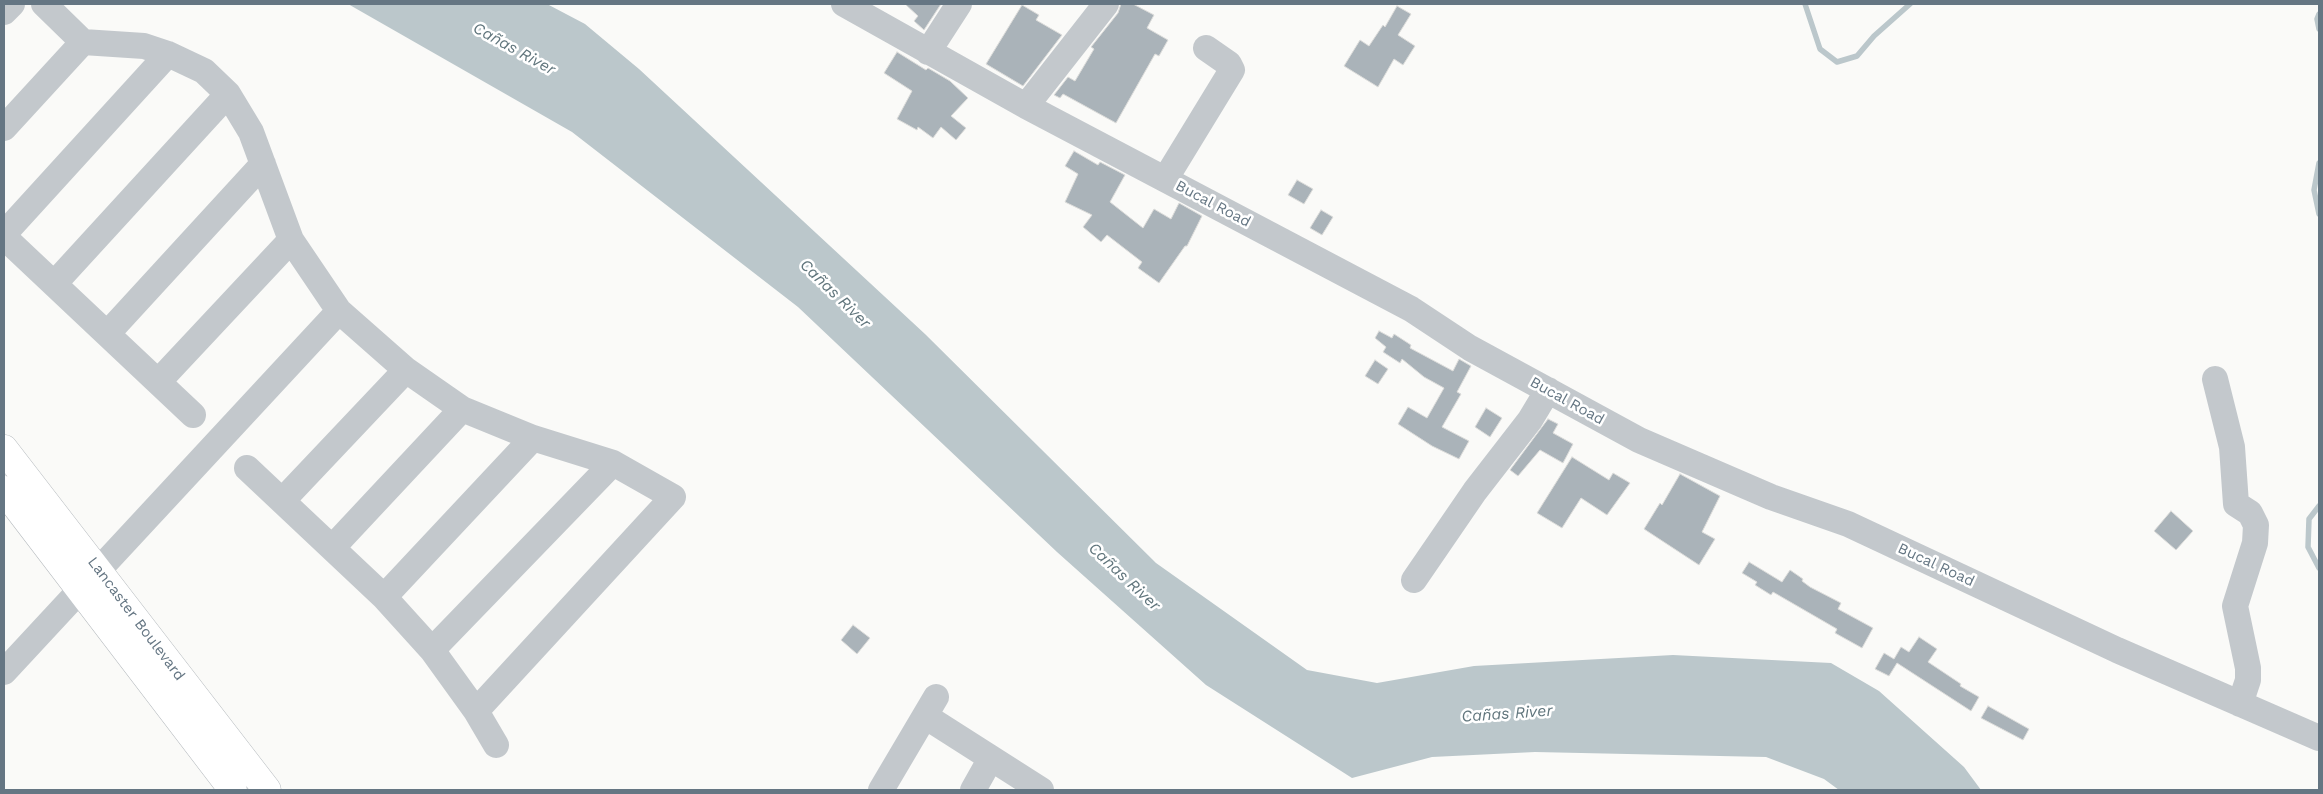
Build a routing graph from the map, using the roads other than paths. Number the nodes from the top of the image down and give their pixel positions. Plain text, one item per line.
1 (12, 4) edge
2 (44, 4) edge
3 (844, 4) edge
4 (959, 4) edge
5 (1106, 4) edge
6 (4, 12) edge
7 (878, 12) edge
8 (83, 42) junction
9 (1206, 48) dead end
10 (928, 52) junction
11 (168, 54) junction
12 (228, 94) junction
13 (1026, 106) junction
14 (4, 128) edge
15 (263, 164) junction
16 (1166, 178) junction
17 (4, 236) edge
18 (290, 240) junction
19 (54, 284) junction
20 (339, 311) junction
21 (107, 334) junction
22 (406, 370) junction
23 (2215, 379) dead end
24 (158, 382) junction
25 (1548, 390) junction
26 (462, 409) junction
27 (193, 415) dead end
28 (532, 438) junction
29 (4, 449) edge
30 (613, 463) junction
31 (247, 468) dead end
32 (4, 490) edge
33 (282, 501) junction
34 (332, 548) junction
35 (99, 570) junction
36 (1414, 580) dead end
37 (80, 590) junction
38 (384, 597) junction
39 (432, 650) junction
40 (4, 672) edge
41 (2240, 704) junction
42 (476, 711) junction
43 (2319, 738) edge
44 (496, 745) dead end
45 (991, 758) junction
46 (233, 790) edge
47 (267, 790) edge
48 (881, 790) edge
49 (973, 790) edge
50 (1041, 790) edge

1 - 6 street
2 - 8 street
3 - 7 street, Bucal Road
4 - 10 street
5 - 13 street
7 - 10 street, Bucal Road
8 - 11 street
8 - 14 street
9 - 16 street
10 - 13 street, Bucal Road
11 - 12 street
11 - 17 street
12 - 15 street
12 - 19 street
13 - 16 street, Bucal Road
15 - 18 street
15 - 21 street
16 - 25 street, Bucal Road
17 - 19 street
18 - 20 street
18 - 24 street
19 - 21 street
20 - 22 street
20 - 35 street
21 - 24 street
22 - 26 street
22 - 33 street
23 - 41 street
24 - 27 street
25 - 36 street
25 - 41 street, Bucal Road
26 - 28 street
26 - 34 street
28 - 30 street
28 - 38 street
29 - 35 main road, Lancaster Boulevard
30 - 39 street
30 - 42 street
31 - 33 street
32 - 37 main road, Lancaster Boulevard
33 - 34 street
34 - 38 street
35 - 37 street
35 - 47 main road, Lancaster Boulevard
37 - 40 street
37 - 46 main road, Lancaster Boulevard
38 - 39 street
39 - 42 street
41 - 43 street, Bucal Road
42 - 44 street
45 - 48 street
45 - 49 street
45 - 50 street

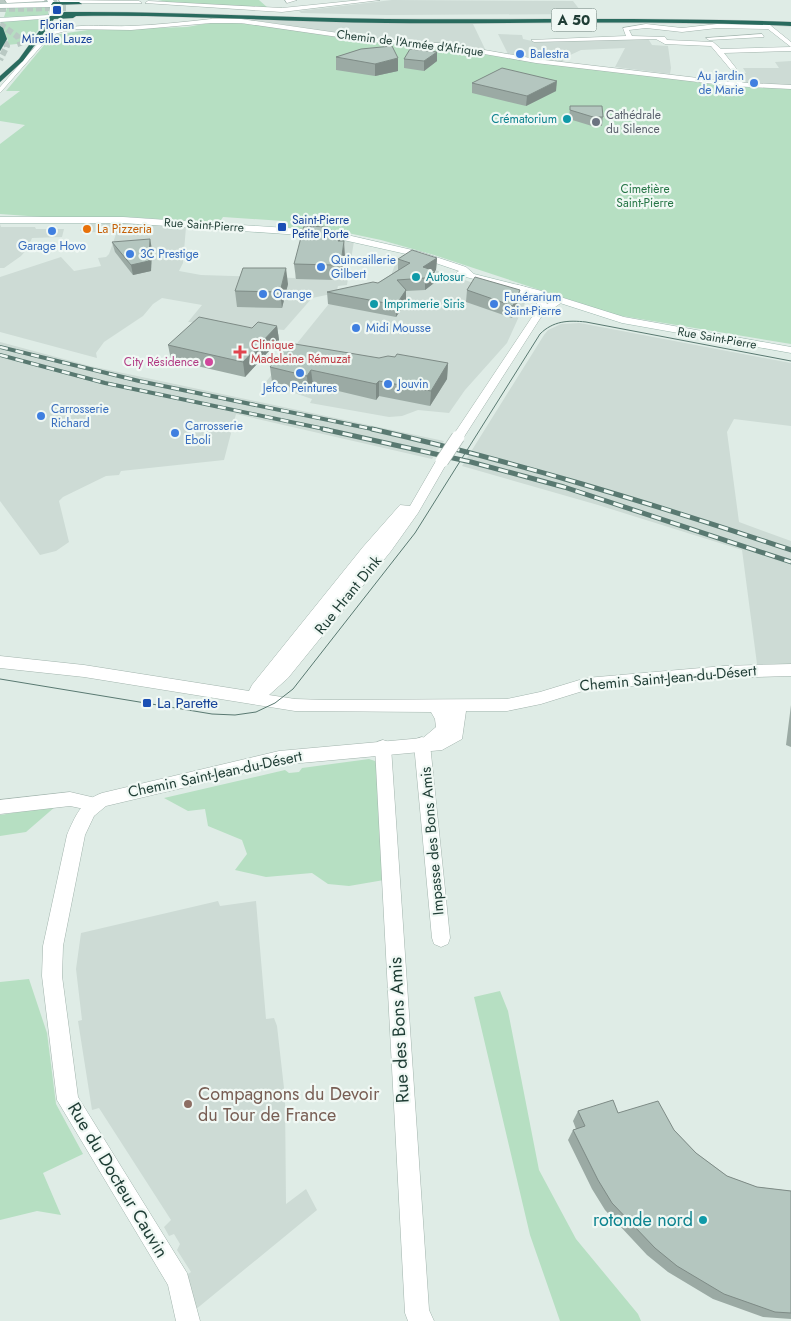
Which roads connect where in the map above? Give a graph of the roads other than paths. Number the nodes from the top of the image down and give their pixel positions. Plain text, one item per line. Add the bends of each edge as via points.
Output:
1 (0, 0) edge
2 (294, 0) edge
3 (377, 0) edge
4 (7, 1) edge
5 (42, 1) edge
6 (64, 1) tunnel mouth
7 (139, 1) edge
8 (151, 1) edge
9 (287, 1) edge
10 (362, 1) edge
11 (51, 2) edge
12 (0, 6) edge
13 (268, 14) junction
14 (52, 17) junction
15 (308, 19) junction
16 (0, 20) edge
17 (791, 22) edge
18 (0, 28) edge
19 (630, 36) junction
20 (782, 36) junction
21 (534, 40) dead end
22 (711, 41) junction
23 (791, 45) edge
24 (22, 46) dead end
25 (0, 49) edge
26 (719, 50) junction
27 (791, 50) edge
28 (0, 74) edge
29 (0, 80) edge
30 (739, 84) junction
31 (791, 87) edge
32 (0, 90) edge
33 (0, 220) edge
34 (515, 287) junction
35 (557, 302) junction
36 (541, 312) junction
37 (791, 350) edge
38 (0, 662) edge
39 (791, 670) edge
40 (250, 698) junction
41 (458, 704) junction
42 (435, 705) junction
43 (425, 744) junction
44 (383, 747) junction
45 (94, 804) junction
46 (0, 807) edge
47 (441, 938) dead end
48 (420, 1317) edge
49 (188, 1321) edge

1 - 12 street
2 - 9 street
3 - 10 street
4 - 5 street
6 - 7 street
7 - 8 street
8 - 10 street via 282,10
11 - 12 street
11 - 13 highway
11 - 14 street
13 - 15 highway, A 50 via 65,11
13 - 17 highway, A 50 via 672,16
14 - 15 highway
14 - 16 street
14 - 29 highway via 21,60
15 - 17 highway, A 50
18 - 25 highway via 4,39
19 - 20 street via 625,29 646,26 682,30 717,26 770,27
19 - 21 street
19 - 22 street via 659,37 664,42
20 - 22 street
20 - 23 street
22 - 26 street
24 - 28 highway
26 - 27 street
26 - 30 street via 740,77
30 - 31 street, Chemin de l'Armée d'Afrique
30 - 32 street, Chemin de l'Armée d'Afrique via 536,61 450,46 379,41 240,21 211,21 139,28 59,30 50,34
33 - 34 street, Rue Saint-Pierre via 123,220 351,237 406,251 424,261
34 - 35 street, Rue Saint-Pierre
34 - 36 street via 540,299
35 - 36 street, Rue Hrant Dink
35 - 37 street, Rue Saint-Pierre via 644,324
36 - 40 street, Rue Hrant Dink, bridge via 432,480 368,550
38 - 40 street via 84,671
39 - 41 street, Chemin Saint-Jean-du-Désert via 724,672 586,684 526,702 494,706
40 - 42 street, Chemin Saint-Jean-du-Désert via 295,705
41 - 42 street, Chemin Saint-Jean-du-Désert
41 - 43 street, Chemin Saint-Jean-du-Désert via 456,734 442,742
42 - 43 street via 443,718 444,730 435,740
43 - 44 street, Chemin Saint-Jean-du-Désert
43 - 47 street, Impasse des Bons Amis
44 - 45 street, Chemin Saint-Jean-du-Désert via 279,758 118,795
44 - 48 street, Rue des Bons Amis
45 - 46 street via 70,799
45 - 49 street, Rue du Docteur Cauvin via 82,817 76,835 53,946 52,976 68,1100 179,1281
________________
__Required action__
Could every entry above be printed again exactly, images excluded?

__Written answer__
Build a routing graph from the map, using the roads other than paths. Number the nodes from the top of the image down and give their pixel positions. Plain text, one item per line.
1 (12, 4) edge
2 (44, 4) edge
3 (844, 4) edge
4 (959, 4) edge
5 (1106, 4) edge
6 (4, 12) edge
7 (878, 12) edge
8 (83, 42) junction
9 (1206, 48) dead end
10 (928, 52) junction
11 (168, 54) junction
12 (228, 94) junction
13 (1026, 106) junction
14 (4, 128) edge
15 (263, 164) junction
16 (1166, 178) junction
17 (4, 236) edge
18 (290, 240) junction
19 (54, 284) junction
20 (339, 311) junction
21 (107, 334) junction
22 (406, 370) junction
23 (2215, 379) dead end
24 (158, 382) junction
25 (1548, 390) junction
26 (462, 409) junction
27 (193, 415) dead end
28 (532, 438) junction
29 (4, 449) edge
30 (613, 463) junction
31 (247, 468) dead end
32 (4, 490) edge
33 (282, 501) junction
34 (332, 548) junction
35 (99, 570) junction
36 (1414, 580) dead end
37 (80, 590) junction
38 (384, 597) junction
39 (432, 650) junction
40 (4, 672) edge
41 (2240, 704) junction
42 (476, 711) junction
43 (2319, 738) edge
44 (496, 745) dead end
45 (991, 758) junction
46 (233, 790) edge
47 (267, 790) edge
48 (881, 790) edge
49 (973, 790) edge
50 (1041, 790) edge

1 - 6 street
2 - 8 street
3 - 7 street, Bucal Road
4 - 10 street
5 - 13 street
7 - 10 street, Bucal Road
8 - 11 street
8 - 14 street
9 - 16 street
10 - 13 street, Bucal Road
11 - 12 street
11 - 17 street
12 - 15 street
12 - 19 street
13 - 16 street, Bucal Road
15 - 18 street
15 - 21 street
16 - 25 street, Bucal Road
17 - 19 street
18 - 20 street
18 - 24 street
19 - 21 street
20 - 22 street
20 - 35 street
21 - 24 street
22 - 26 street
22 - 33 street
23 - 41 street
24 - 27 street
25 - 36 street
25 - 41 street, Bucal Road
26 - 28 street
26 - 34 street
28 - 30 street
28 - 38 street
29 - 35 main road, Lancaster Boulevard
30 - 39 street
30 - 42 street
31 - 33 street
32 - 37 main road, Lancaster Boulevard
33 - 34 street
34 - 38 street
35 - 37 street
35 - 47 main road, Lancaster Boulevard
37 - 40 street
37 - 46 main road, Lancaster Boulevard
38 - 39 street
39 - 42 street
41 - 43 street, Bucal Road
42 - 44 street
45 - 48 street
45 - 49 street
45 - 50 street

Which roads connect where in the map above? Give a graph of the roads other than paths. Number the nodes from the top of the image down and give their pixel positions. Plain text, one item per line. Add the bends of each edge as via points.
Output:
1 (0, 0) edge
2 (294, 0) edge
3 (377, 0) edge
4 (7, 1) edge
5 (42, 1) edge
6 (64, 1) tunnel mouth
7 (139, 1) edge
8 (151, 1) edge
9 (287, 1) edge
10 (362, 1) edge
11 (51, 2) edge
12 (0, 6) edge
13 (268, 14) junction
14 (52, 17) junction
15 (308, 19) junction
16 (0, 20) edge
17 (791, 22) edge
18 (0, 28) edge
19 (630, 36) junction
20 (782, 36) junction
21 (534, 40) dead end
22 (711, 41) junction
23 (791, 45) edge
24 (22, 46) dead end
25 (0, 49) edge
26 (719, 50) junction
27 (791, 50) edge
28 (0, 74) edge
29 (0, 80) edge
30 (739, 84) junction
31 (791, 87) edge
32 (0, 90) edge
33 (0, 220) edge
34 (515, 287) junction
35 (557, 302) junction
36 (541, 312) junction
37 (791, 350) edge
38 (0, 662) edge
39 (791, 670) edge
40 (250, 698) junction
41 (458, 704) junction
42 (435, 705) junction
43 (425, 744) junction
44 (383, 747) junction
45 (94, 804) junction
46 (0, 807) edge
47 (441, 938) dead end
48 (420, 1317) edge
49 (188, 1321) edge

1 - 12 street
2 - 9 street
3 - 10 street
4 - 5 street
6 - 7 street
7 - 8 street
8 - 10 street via 282,10
11 - 12 street
11 - 13 highway
11 - 14 street
13 - 15 highway, A 50 via 65,11
13 - 17 highway, A 50 via 672,16
14 - 15 highway
14 - 16 street
14 - 29 highway via 21,60
15 - 17 highway, A 50
18 - 25 highway via 4,39
19 - 20 street via 625,29 646,26 682,30 717,26 770,27
19 - 21 street
19 - 22 street via 659,37 664,42
20 - 22 street
20 - 23 street
22 - 26 street
24 - 28 highway
26 - 27 street
26 - 30 street via 740,77
30 - 31 street, Chemin de l'Armée d'Afrique
30 - 32 street, Chemin de l'Armée d'Afrique via 536,61 450,46 379,41 240,21 211,21 139,28 59,30 50,34
33 - 34 street, Rue Saint-Pierre via 123,220 351,237 406,251 424,261
34 - 35 street, Rue Saint-Pierre
34 - 36 street via 540,299
35 - 36 street, Rue Hrant Dink
35 - 37 street, Rue Saint-Pierre via 644,324
36 - 40 street, Rue Hrant Dink, bridge via 432,480 368,550
38 - 40 street via 84,671
39 - 41 street, Chemin Saint-Jean-du-Désert via 724,672 586,684 526,702 494,706
40 - 42 street, Chemin Saint-Jean-du-Désert via 295,705
41 - 42 street, Chemin Saint-Jean-du-Désert
41 - 43 street, Chemin Saint-Jean-du-Désert via 456,734 442,742
42 - 43 street via 443,718 444,730 435,740
43 - 44 street, Chemin Saint-Jean-du-Désert
43 - 47 street, Impasse des Bons Amis
44 - 45 street, Chemin Saint-Jean-du-Désert via 279,758 118,795
44 - 48 street, Rue des Bons Amis
45 - 46 street via 70,799
45 - 49 street, Rue du Docteur Cauvin via 82,817 76,835 53,946 52,976 68,1100 179,1281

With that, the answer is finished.